Exotic Currency Pairs

Forex Basics

Exotic pairs match a major currency with the currency of a smaller or emerging economy, such as USD/TRY or EUR/ZAR, and tend to have wider spreads and lower liquidity.

Exotic Currency Pairs — illustrative image

What are exotic currency pairs?

An exotic currency pair combines one of the world’s major currencies (typically the US dollar, euro, or British pound) with the currency of a smaller, emerging, or less-traded economy. Examples include:

Pair Currencies
USD/TRY US Dollar / Turkish Lira
USD/ZAR US Dollar / South African Rand
USD/MXN US Dollar / Mexican Peso
EUR/TRY Euro / Turkish Lira
USD/THB US Dollar / Thai Baht

Compared with major and minor pairs, exotics sit at the far end of the liquidity and volatility spectrum.
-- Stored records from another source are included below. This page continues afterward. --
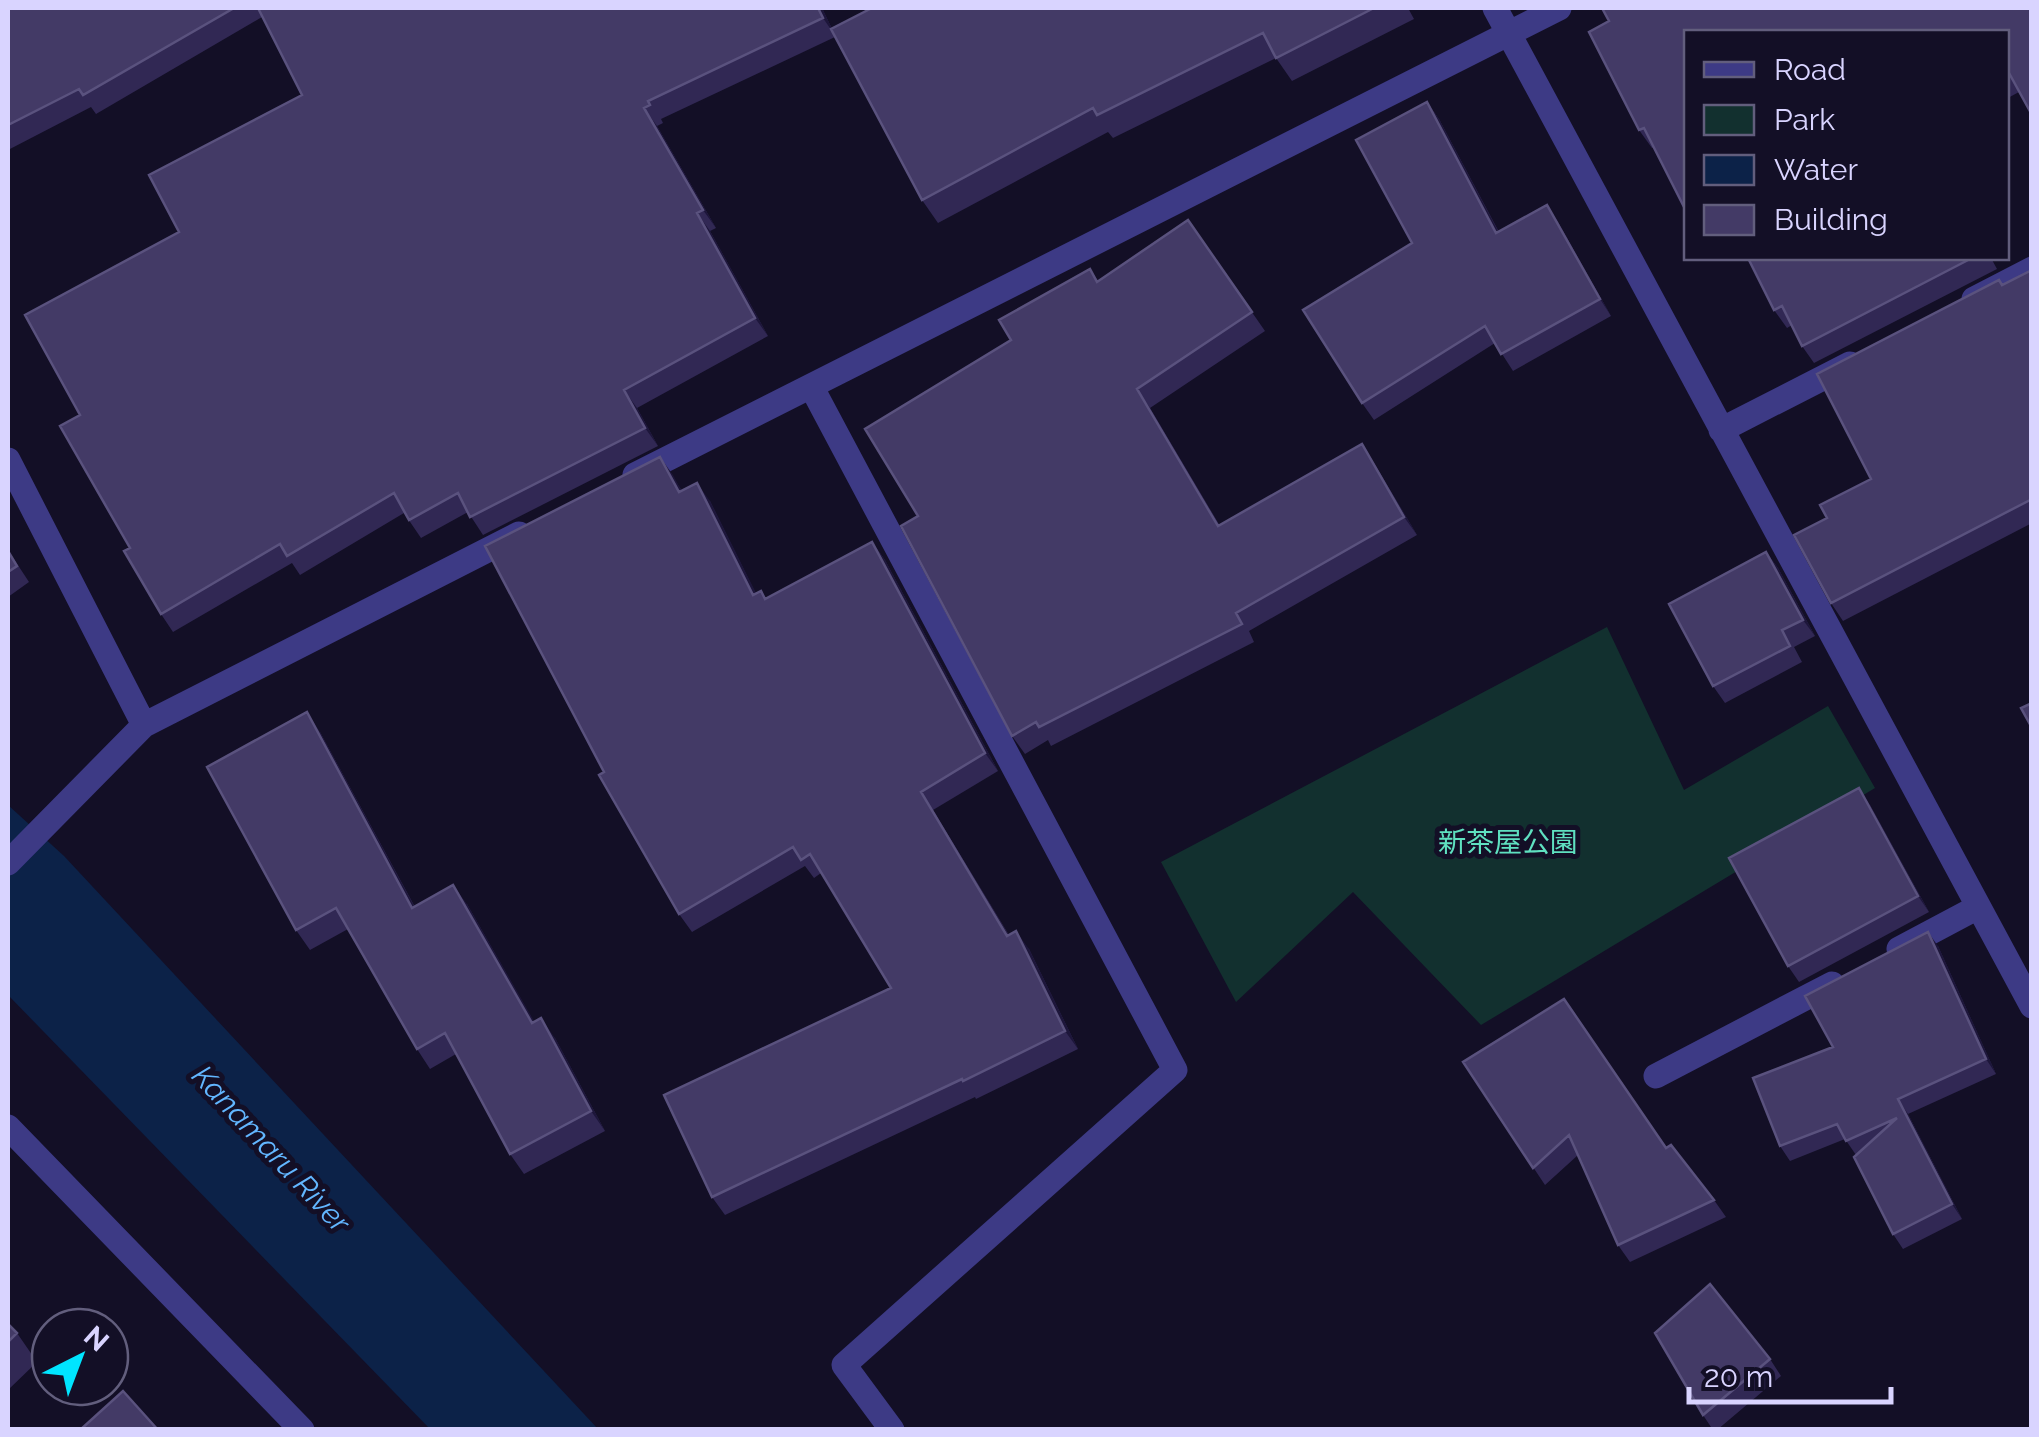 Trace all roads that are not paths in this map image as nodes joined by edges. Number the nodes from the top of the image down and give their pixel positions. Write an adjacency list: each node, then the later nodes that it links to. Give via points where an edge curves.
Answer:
1 (1495, 8): 3 (street)
2 (1559, 8): 3 (street)
3 (1508, 33): 7 (street); 8 (street)
4 (2032, 269): 5 (street)
5 (1945, 314)
6 (1876, 350): 8 (street)
7 (811, 386): 10 (street); 19 (street, via 1175,1070 844,1366)
8 (1721, 430): 14 (street)
9 (8, 460): 12 (street)
10 (618, 484)
11 (548, 520): 12 (street)
12 (144, 724): 13 (street)
13 (8, 863)
14 (1978, 907): 15 (street); 16 (street)
15 (2032, 1006)
16 (1656, 1076)
17 (8, 1127): 18 (street)
18 (302, 1430)
19 (892, 1430)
Why exotics behave differently

Emerging-market currencies are traded in far smaller volume than the euro, dollar, or yen, and their economies are often more exposed to political events, capital controls, and central-bank interest-rate surprises. This combination of thinner liquidity and higher sensitivity to news means exotic pairs can move sharply and unpredictably, and brokers typically charge noticeably wider spreads to compensate for the extra risk and cost of sourcing pricing.

Worked example

Where a major pair like EUR/USD might trade with a spread of under 1 pip, an exotic pair such as USD/TRY could easily carry a spread of 20–50 pips or more with the same broker, depending on market conditions. On a standard lot, a 30-pip spread can represent a meaningfully larger built-in cost than a 1-pip spread on a major — a gap that widens further during volatile periods or around local economic and political news.
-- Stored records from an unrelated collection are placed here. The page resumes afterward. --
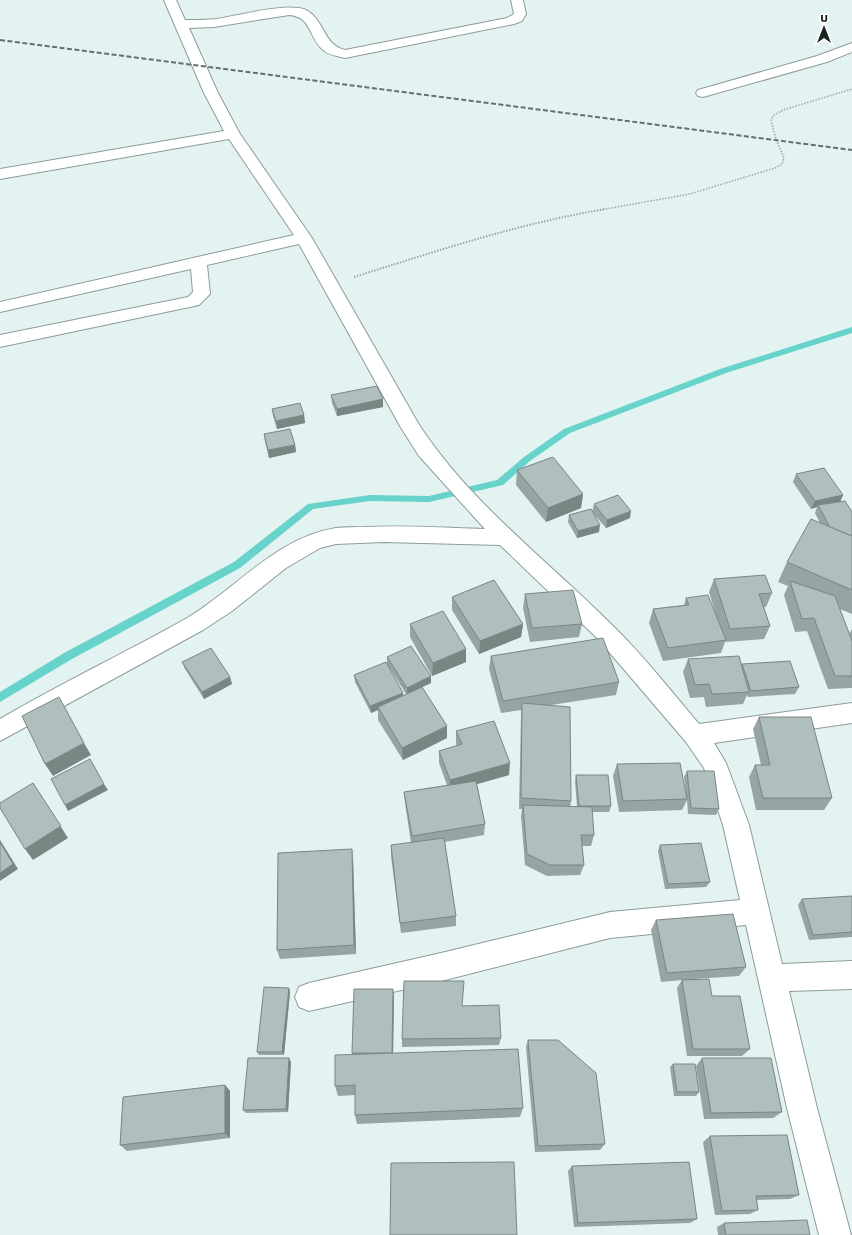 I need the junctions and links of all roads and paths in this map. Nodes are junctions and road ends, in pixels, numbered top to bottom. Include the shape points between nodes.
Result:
1 (170, 0) edge
2 (516, 0) edge
3 (181, 24) junction
4 (852, 47) edge
5 (852, 89) edge
6 (703, 93) dead end
7 (233, 134) junction
8 (0, 174) edge
9 (304, 238) junction
10 (198, 262) junction
11 (331, 284) junction
12 (0, 307) edge
13 (0, 341) edge
14 (505, 538) junction
15 (852, 713) edge
16 (0, 730) edge
17 (694, 735) junction
18 (756, 911) junction
19 (852, 976) edge
20 (773, 978) junction
21 (309, 997) dead end
22 (835, 1235) edge

1 - 3 street
2 - 3 street via 520,14 518,18 510,21 344,54 326,48 309,18 299,11 214,23
3 - 7 street via 211,93
4 - 6 street via 822,59
5 - 11 path via 774,115 771,120 784,158 782,164 775,168 690,194 542,222 453,246
7 - 8 street
7 - 9 street
9 - 10 street
9 - 11 street
10 - 12 street
10 - 13 street via 202,294 193,301
11 - 14 street via 426,451
14 - 16 street via 384,534 336,536 314,542 279,562 195,624
14 - 17 street via 606,633
15 - 17 street
17 - 18 street via 707,750 721,778 736,825
18 - 20 street
18 - 21 street via 610,925
19 - 20 street
20 - 22 street via 804,1116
Why it matters to a trader

Exotic pairs can offer trading opportunities tied to specific economic or political stories that don’t show up in the majors, but the wider spreads, lower liquidity, and greater volatility mean they typically demand smaller position sizes and stricter risk management. Beginners are usually better served mastering majors and minors before venturing into exotics.

Quick recap

  • Exotic pairs combine a major currency with an emerging or smaller-economy currency.
  • They carry lower liquidity and typically much wider spreads than majors or minors.
  • Their higher volatility calls for smaller position sizes and disciplined risk control.